Activity
Search the listing below for "陈家屯街". Copy each matching line.

Data provided
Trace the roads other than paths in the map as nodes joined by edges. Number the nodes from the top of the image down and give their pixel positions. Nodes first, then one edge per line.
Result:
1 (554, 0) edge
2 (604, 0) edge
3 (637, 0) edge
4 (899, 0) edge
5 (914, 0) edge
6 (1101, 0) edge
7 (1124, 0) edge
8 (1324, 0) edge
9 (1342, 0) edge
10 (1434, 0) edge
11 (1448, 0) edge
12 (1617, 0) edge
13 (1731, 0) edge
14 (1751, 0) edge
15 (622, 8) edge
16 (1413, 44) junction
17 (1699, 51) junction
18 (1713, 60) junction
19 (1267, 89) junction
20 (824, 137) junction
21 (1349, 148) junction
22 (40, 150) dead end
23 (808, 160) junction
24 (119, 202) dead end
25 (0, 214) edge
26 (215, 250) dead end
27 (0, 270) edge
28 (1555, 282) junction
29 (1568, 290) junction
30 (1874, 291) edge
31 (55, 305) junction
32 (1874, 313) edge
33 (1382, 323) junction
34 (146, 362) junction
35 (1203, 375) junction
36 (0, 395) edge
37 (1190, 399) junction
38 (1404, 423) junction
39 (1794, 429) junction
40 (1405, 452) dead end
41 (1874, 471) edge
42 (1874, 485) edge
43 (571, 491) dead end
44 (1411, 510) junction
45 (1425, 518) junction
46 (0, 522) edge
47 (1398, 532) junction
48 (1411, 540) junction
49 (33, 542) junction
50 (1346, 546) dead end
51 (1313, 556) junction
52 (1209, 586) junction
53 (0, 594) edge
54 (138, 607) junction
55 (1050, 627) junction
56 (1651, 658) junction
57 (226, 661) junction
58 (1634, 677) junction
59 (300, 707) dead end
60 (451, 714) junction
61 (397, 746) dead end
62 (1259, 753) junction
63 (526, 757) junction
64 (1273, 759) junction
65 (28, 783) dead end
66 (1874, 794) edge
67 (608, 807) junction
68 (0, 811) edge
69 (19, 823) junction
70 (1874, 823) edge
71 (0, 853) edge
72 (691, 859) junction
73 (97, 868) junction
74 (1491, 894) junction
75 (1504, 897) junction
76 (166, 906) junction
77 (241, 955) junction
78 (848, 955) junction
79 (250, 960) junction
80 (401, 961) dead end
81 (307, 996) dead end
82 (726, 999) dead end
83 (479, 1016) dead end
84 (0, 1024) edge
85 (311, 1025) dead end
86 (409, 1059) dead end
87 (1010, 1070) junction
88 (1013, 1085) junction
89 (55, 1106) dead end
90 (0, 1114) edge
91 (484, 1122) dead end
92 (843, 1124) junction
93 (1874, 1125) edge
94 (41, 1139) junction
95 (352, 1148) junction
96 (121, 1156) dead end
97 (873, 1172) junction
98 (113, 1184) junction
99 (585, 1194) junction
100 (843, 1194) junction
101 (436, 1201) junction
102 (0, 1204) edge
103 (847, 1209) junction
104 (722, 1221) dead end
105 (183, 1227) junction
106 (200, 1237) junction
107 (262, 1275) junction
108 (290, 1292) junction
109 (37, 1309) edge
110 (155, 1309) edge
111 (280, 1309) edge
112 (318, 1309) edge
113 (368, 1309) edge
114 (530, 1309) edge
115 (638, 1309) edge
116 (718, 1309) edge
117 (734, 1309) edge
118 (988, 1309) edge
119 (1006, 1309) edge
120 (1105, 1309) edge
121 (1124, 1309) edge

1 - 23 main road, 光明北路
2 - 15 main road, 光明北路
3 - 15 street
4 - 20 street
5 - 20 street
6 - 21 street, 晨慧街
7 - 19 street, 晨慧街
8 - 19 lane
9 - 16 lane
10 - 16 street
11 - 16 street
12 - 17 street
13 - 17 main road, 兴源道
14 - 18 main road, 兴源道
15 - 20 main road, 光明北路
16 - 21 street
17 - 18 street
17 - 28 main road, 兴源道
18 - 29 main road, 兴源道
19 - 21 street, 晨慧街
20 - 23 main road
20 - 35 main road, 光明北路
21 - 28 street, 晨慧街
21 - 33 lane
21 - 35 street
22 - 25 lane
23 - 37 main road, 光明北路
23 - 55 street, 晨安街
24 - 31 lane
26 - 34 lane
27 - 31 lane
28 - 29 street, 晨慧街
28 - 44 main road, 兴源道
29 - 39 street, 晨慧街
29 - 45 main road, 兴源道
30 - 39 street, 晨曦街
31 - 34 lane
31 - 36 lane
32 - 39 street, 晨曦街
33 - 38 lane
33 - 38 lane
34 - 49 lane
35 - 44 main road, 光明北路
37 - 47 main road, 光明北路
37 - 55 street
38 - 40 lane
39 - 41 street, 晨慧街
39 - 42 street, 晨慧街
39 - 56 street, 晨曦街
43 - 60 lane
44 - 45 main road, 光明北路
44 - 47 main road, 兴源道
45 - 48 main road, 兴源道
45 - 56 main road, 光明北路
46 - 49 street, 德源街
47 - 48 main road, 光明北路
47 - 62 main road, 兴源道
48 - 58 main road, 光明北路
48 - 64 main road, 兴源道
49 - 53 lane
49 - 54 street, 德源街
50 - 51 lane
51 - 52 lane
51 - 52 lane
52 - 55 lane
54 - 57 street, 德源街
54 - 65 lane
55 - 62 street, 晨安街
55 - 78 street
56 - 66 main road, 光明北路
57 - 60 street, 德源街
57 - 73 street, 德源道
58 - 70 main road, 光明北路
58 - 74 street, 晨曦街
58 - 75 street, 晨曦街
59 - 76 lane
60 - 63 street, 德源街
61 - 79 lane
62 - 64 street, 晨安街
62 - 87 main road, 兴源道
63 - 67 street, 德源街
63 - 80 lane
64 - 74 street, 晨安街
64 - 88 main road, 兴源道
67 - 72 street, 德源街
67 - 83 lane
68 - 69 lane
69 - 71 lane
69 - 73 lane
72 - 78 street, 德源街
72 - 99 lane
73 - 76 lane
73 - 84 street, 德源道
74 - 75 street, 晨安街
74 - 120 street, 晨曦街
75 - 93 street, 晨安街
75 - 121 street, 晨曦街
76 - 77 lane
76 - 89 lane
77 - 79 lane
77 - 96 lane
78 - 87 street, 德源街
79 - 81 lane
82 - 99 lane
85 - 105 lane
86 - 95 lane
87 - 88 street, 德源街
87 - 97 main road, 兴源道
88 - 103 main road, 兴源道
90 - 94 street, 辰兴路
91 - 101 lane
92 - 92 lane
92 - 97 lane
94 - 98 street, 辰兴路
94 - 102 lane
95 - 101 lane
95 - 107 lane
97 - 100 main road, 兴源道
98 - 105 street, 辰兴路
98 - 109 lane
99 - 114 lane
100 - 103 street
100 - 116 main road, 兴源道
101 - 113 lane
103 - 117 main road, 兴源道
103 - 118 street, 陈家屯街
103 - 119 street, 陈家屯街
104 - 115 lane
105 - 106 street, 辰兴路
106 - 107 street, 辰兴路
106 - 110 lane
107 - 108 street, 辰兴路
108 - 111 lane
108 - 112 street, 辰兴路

Response to the exercise
103 - 118 street, 陈家屯街
103 - 119 street, 陈家屯街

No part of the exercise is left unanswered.